Tenía la fisionomía esculpida por el cincel del destino, y los golpes que le asestó la vida. De estatura media y complexión media, lucía barba, y unas mejillas enrojecidas por los efectos del frío y del alcohol. Sus únicas pertenencias eran la ropa que vestía, unos cubiertos, y un envase de plástico, con el cual solía obtener unas monedas de los coches que se detenían en el semáforo próximo a su refugio.

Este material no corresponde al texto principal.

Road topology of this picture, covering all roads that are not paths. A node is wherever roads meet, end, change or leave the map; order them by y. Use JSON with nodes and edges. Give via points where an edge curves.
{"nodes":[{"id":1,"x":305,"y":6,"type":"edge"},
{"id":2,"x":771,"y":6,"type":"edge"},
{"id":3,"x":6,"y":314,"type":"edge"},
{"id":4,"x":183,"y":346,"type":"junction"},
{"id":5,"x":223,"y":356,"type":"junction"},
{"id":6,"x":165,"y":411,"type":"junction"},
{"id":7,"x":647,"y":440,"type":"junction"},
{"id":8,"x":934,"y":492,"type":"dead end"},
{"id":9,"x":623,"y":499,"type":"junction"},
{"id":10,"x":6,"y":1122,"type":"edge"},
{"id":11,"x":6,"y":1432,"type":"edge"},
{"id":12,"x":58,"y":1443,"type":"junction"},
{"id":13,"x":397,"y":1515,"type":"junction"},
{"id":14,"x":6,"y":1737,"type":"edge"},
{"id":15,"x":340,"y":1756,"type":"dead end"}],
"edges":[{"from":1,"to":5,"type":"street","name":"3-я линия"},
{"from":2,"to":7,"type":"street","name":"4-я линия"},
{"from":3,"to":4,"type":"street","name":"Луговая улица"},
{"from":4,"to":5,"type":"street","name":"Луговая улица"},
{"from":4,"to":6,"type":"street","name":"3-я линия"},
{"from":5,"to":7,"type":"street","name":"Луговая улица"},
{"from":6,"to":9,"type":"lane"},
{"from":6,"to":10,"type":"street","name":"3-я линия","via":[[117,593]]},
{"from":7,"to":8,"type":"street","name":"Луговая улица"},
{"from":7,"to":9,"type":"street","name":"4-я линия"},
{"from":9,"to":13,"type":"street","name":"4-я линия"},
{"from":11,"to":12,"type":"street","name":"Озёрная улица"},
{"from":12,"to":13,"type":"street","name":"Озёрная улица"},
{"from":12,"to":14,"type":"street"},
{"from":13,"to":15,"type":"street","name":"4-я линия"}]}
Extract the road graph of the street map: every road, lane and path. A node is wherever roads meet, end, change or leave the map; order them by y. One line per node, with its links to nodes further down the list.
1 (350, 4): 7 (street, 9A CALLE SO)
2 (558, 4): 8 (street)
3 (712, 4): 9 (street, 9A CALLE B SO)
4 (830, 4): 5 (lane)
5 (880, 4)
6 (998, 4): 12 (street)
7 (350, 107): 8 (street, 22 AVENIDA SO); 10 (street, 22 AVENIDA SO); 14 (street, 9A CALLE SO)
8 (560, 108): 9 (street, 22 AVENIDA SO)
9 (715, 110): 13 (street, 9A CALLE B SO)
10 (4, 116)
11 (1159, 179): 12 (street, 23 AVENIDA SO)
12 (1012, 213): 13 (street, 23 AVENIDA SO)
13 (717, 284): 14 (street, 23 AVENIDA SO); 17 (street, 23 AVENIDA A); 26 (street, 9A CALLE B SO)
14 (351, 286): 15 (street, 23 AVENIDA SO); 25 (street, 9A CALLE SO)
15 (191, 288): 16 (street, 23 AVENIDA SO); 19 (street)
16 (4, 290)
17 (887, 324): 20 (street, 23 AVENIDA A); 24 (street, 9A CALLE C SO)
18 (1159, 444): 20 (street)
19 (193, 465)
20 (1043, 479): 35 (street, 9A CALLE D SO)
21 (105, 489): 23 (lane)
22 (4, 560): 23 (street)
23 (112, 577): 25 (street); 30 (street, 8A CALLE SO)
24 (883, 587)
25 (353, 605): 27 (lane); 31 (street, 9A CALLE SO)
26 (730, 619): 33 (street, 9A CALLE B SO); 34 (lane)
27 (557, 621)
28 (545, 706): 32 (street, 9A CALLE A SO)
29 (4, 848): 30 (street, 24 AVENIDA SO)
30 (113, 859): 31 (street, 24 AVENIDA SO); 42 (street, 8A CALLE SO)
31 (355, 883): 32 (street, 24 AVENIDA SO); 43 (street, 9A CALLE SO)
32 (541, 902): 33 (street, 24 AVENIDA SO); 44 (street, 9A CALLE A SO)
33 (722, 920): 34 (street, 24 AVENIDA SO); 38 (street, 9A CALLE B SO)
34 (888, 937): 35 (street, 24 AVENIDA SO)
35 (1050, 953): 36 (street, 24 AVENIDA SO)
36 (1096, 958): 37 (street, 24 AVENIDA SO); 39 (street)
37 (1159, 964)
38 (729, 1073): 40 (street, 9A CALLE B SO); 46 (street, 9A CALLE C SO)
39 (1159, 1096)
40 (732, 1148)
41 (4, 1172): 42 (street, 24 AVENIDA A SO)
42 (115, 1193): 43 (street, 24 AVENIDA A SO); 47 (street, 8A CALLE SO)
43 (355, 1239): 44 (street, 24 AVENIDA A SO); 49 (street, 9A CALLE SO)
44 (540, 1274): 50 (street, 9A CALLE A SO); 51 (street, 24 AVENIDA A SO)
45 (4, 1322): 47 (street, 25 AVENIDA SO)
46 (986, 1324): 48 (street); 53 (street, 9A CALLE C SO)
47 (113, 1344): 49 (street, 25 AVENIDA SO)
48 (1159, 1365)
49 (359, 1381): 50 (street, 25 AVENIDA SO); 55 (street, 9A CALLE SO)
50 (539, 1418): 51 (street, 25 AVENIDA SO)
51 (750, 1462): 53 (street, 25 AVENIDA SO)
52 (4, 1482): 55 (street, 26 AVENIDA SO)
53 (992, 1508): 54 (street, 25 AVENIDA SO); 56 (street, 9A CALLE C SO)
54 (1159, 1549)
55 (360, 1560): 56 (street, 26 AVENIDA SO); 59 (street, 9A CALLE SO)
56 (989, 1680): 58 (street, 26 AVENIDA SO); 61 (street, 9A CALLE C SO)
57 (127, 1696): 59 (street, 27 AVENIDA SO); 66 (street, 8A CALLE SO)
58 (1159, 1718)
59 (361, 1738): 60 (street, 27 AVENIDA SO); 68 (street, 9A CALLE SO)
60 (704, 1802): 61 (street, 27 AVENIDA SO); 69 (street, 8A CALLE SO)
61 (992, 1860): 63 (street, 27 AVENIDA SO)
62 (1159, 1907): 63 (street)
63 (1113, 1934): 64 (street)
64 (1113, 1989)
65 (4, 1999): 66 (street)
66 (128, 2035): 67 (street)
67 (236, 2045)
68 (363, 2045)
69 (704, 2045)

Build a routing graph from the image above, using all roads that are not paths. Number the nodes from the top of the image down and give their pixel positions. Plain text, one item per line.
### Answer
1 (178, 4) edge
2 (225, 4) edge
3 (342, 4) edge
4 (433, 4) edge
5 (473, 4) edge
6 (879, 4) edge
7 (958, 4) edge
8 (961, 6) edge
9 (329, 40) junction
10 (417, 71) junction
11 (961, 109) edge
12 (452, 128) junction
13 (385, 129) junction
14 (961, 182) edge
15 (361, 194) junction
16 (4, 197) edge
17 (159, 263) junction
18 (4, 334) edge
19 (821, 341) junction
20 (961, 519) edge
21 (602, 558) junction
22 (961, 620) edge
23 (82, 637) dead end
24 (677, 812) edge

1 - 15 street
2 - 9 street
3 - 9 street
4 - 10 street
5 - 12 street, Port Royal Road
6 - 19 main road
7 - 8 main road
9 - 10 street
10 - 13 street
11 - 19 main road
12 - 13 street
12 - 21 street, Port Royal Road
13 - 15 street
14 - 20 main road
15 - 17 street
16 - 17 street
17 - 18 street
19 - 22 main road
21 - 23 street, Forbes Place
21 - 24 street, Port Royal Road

Hace unos meses, la proximidad del invierno, y las primeras lluvias y humedades, me evocaron su recuerdo. Y antes de que llegase este frío polar y siberiano, me propuse conocerle. Llevaba muchos años viéndole en el lugar en el que residía, hace la friolera de veintiséis años en la entrada perteneciente a una antigua policlínica de Radio Televisión Española, ubicada en el número veinticuatro de la madrileña calle de Enrique Larreta. Un refugio exterior, a pie de calle, de apenas un metro y medio cuadrado de superficie.
Residir o habitar son términos que pueden resultar un tanto dañinos y ofensivos, si se tienen en cuenta las condiciones “habitacionales”, en los que vivía Bruno. Un detalle que debieran de tener en cuenta los académicos, ya que el diccionario de la lengua española, otorga el mismo significado etimológico, a los verbos “habitar” y “residir”, como es el de “vivir o estar habitualmente en un lugar y en una casa".
Bruno no habitaba, residía, ni vivía en ningún lugar, ni en ninguna casa. Eso además de un despropósito, es cuanto menos un eufemismo insultante. Una mentira que constituye una falta de consideración, y una clara ofensa hacia el aludido. Porque Bruno residía simple y llanamente en la calle, y no era inquilino de ninguna casa, ni de ningún lugar. Era dejémonos de patrañas, una persona expulsada, marginada, y olvidada por la sociedad a la que pertenecía, del lugar y de la vivienda en la que entonces vivía, residía y habitaba.
¡Cuántos libros cargados de buenas intenciones se elevan por encima de los ciudadanos! ¡Cuántas instituciones los utilizan de forma retórica y demagógica con el fin de entretener a la galería con sus inmorales contradicciones! Bruno no era un vagabundo, porque aunque no tenía trabajo, tenía un refugio fijo. Tampoco era pobre, porque sus necesidades prioritarias para él, como la libertad, el pan, el agua, y el cariño de los demás, le sobraban.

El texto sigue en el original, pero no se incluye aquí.